At first, we solved this problem using gradient descent. However, we soon ran into an issue – the linear score \(s = \langle \mathbf{w}, \mathbf{x}\rangle\) is only capable of describing linear structures in the data.

So far, we’ve addressed nonlinearity in two ways. First, we tried manual feature engineering. In manual feature engineering, we apply a feature map \(\phi: \mathbb{R}^p \rightarrow \mathbb{R}^q\) to the rows of the data matrix \(\mathbf{X}\) to produce a new matrix \(\Phi(\mathbf{X})\):

\[ \begin{aligned} \Phi(\mathbf{X}) \triangleq \left[\begin{matrix}\phi(\mathbf{x}_1) \\ \phi(\mathbf{x}_2) \\ \vdots \\ \phi(\mathbf{x}_n)\end{matrix}\right] \end{aligned} \]

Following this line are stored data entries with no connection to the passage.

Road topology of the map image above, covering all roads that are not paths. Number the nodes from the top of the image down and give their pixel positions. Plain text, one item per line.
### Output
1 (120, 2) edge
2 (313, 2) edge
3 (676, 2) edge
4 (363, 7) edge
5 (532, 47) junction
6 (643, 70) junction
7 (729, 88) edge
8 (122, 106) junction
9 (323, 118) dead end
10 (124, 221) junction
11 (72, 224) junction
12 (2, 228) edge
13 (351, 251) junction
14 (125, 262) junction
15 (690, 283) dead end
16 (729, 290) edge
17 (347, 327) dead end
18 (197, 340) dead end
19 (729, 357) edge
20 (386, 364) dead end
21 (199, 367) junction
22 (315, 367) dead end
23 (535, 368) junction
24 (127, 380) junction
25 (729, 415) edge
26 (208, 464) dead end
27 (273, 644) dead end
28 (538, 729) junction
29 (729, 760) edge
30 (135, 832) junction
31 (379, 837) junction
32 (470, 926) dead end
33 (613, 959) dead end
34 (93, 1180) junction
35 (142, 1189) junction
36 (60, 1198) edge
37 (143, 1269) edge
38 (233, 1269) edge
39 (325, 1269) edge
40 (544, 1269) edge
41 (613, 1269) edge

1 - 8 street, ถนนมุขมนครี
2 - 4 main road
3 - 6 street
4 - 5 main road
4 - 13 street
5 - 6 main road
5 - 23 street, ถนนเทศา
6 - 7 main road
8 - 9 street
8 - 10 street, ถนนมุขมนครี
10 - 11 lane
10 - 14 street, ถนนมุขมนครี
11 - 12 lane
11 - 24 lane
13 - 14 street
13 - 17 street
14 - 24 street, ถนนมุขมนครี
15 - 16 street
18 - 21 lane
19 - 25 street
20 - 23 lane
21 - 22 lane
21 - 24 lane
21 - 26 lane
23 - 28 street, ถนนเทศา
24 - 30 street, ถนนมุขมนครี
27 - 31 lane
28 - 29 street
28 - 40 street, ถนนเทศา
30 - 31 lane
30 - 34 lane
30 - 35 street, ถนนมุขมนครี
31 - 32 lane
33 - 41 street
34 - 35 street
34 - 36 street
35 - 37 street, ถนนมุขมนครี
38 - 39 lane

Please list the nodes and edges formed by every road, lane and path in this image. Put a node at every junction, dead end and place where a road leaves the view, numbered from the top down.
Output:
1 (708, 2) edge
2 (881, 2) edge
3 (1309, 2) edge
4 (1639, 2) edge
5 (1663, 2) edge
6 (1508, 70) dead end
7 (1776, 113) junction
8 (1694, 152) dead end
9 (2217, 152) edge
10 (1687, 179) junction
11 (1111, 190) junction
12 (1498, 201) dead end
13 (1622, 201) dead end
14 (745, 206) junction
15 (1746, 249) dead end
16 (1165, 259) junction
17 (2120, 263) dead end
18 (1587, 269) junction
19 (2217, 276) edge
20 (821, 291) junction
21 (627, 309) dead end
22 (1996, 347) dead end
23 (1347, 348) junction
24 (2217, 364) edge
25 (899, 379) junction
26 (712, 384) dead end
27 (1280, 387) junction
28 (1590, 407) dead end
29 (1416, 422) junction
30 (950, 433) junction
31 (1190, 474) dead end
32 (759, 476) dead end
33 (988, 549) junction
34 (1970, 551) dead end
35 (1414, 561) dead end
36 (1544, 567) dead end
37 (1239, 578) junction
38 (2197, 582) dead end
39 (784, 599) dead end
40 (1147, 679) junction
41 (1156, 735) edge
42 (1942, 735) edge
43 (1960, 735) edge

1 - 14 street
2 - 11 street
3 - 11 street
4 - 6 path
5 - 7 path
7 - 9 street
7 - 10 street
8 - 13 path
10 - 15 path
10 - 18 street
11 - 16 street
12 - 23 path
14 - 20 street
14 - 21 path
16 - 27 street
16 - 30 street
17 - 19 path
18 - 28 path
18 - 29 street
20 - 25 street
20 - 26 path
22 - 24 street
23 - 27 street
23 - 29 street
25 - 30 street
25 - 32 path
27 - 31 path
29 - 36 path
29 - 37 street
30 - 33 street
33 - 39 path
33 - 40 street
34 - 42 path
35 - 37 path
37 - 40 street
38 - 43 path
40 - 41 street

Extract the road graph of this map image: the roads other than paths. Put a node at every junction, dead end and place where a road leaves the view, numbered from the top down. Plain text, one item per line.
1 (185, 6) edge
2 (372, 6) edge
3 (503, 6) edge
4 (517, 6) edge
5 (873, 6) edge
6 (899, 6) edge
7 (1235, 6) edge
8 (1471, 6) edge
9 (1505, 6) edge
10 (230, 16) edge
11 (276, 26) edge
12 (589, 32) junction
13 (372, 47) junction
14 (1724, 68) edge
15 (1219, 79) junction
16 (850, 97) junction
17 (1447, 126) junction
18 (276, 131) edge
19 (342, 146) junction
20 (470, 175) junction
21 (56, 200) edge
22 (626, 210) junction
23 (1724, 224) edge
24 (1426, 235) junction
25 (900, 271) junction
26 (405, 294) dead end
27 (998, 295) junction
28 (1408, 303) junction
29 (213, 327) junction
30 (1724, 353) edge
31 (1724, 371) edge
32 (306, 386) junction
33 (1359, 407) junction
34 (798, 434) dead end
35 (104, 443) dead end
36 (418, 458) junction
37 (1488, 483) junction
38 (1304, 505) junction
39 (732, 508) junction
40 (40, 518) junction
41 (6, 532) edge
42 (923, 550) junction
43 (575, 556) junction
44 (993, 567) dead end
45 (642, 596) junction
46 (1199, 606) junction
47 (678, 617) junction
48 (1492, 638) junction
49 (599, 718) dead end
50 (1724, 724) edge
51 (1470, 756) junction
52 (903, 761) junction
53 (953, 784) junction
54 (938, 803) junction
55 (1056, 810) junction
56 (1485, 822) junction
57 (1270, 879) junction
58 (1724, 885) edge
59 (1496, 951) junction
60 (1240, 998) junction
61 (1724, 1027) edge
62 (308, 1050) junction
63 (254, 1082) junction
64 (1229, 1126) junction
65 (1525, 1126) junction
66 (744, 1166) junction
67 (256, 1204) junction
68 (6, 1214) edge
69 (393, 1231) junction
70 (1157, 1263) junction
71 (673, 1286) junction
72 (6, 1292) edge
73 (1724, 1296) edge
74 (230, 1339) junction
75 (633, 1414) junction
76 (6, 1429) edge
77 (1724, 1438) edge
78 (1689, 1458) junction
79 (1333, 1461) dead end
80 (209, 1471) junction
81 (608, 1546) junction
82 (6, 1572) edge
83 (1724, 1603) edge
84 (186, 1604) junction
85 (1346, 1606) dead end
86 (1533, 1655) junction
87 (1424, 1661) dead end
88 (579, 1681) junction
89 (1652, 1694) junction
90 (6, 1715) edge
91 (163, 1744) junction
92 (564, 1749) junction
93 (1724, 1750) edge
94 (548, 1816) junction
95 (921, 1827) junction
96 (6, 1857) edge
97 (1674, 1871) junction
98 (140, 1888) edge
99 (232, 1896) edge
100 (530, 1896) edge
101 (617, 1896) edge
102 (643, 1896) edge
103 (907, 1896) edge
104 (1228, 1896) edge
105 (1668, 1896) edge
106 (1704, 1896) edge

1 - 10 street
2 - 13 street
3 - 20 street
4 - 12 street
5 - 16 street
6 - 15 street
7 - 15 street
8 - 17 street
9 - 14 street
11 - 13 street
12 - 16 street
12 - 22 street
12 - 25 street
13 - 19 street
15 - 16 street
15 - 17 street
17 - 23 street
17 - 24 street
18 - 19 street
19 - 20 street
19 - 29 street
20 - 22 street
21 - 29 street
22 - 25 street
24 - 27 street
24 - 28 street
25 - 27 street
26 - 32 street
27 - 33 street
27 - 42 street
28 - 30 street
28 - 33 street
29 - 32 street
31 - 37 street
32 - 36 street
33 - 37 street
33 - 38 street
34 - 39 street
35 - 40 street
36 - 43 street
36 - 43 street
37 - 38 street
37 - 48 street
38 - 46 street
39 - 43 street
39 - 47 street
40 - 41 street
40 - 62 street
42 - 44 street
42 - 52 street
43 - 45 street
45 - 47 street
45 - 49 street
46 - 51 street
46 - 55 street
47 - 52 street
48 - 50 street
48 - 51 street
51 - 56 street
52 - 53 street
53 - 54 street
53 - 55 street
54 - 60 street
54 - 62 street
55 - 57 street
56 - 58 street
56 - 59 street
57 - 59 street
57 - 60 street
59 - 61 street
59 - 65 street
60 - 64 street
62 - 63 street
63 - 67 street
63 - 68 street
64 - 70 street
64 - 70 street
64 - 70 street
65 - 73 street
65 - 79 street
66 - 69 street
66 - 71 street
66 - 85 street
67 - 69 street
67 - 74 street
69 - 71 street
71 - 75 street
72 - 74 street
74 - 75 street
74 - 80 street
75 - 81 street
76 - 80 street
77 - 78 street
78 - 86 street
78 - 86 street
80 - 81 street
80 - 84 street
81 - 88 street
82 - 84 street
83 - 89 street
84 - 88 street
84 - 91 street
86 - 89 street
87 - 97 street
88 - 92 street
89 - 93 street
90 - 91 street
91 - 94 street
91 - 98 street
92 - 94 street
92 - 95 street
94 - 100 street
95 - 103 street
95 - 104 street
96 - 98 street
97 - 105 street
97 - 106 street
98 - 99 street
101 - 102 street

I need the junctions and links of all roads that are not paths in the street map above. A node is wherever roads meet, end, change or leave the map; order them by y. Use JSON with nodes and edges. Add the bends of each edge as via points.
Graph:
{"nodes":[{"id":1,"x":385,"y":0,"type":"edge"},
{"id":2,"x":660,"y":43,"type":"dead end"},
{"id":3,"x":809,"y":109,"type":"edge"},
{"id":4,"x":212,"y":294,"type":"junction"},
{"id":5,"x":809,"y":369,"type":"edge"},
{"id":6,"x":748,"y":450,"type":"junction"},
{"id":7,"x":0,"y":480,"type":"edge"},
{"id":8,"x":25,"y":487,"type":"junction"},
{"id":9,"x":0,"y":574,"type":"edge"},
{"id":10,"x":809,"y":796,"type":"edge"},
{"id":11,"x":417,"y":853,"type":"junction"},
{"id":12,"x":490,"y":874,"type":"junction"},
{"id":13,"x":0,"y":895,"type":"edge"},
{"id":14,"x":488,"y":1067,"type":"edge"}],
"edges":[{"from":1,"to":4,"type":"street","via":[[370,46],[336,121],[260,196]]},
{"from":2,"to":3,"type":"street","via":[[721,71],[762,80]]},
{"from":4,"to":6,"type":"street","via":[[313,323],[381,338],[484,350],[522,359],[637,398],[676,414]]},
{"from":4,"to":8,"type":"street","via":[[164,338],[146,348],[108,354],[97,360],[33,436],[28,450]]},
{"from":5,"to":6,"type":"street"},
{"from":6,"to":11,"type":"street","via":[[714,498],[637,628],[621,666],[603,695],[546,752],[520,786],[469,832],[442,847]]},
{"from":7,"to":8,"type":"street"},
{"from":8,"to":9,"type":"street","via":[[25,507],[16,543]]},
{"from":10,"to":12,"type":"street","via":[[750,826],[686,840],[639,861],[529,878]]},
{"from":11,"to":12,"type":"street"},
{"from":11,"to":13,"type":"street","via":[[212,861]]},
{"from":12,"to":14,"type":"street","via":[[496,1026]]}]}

Our problem then became to solve the empirical risk minimization problem

\[ \begin{aligned} \hat{\mathbf{w}} &= \argmin_{\mathbf{w} \in \mathbb{R}^q} \frac{1}{n}\sum_{i = 1}^n \ell(\langle \mathbf{w}, \phi(\mathbf{x}_i) \rangle, y_i)\;, \end{aligned} \tag{15.1}\]

where \(\mathbf{w}\) had as many entries as the number of features which we generated using \(\phi\). Later on, we saw that we could actually solve this problem in some cases using kernel methods, which allowed us to use complex feature maps without ever explicitly calculating them. A limitation of both manual feature engineering and kernel methods is that the practitioner needs to make a choice about what features to engineer or what kernels to use. For some data sets it might be relatively easy to make this choice, while for others it might be much harder. For extremely large data sets with very complex patterns, it may be very difficult to figure out what features will facilitate the learning task.

Manual feature engineering and kernel methods were state-of-the-art for many machine learning tasks up until the advent of practical deep learning early in the 21st century.

The Computational Graph

It will soon be very useful for us to start thinking about the operations underlying the computation of the loss in terms of a computational graph. In the computational graph, we break down each operation as an edge in the graph, storing the result of that operation in the nodes.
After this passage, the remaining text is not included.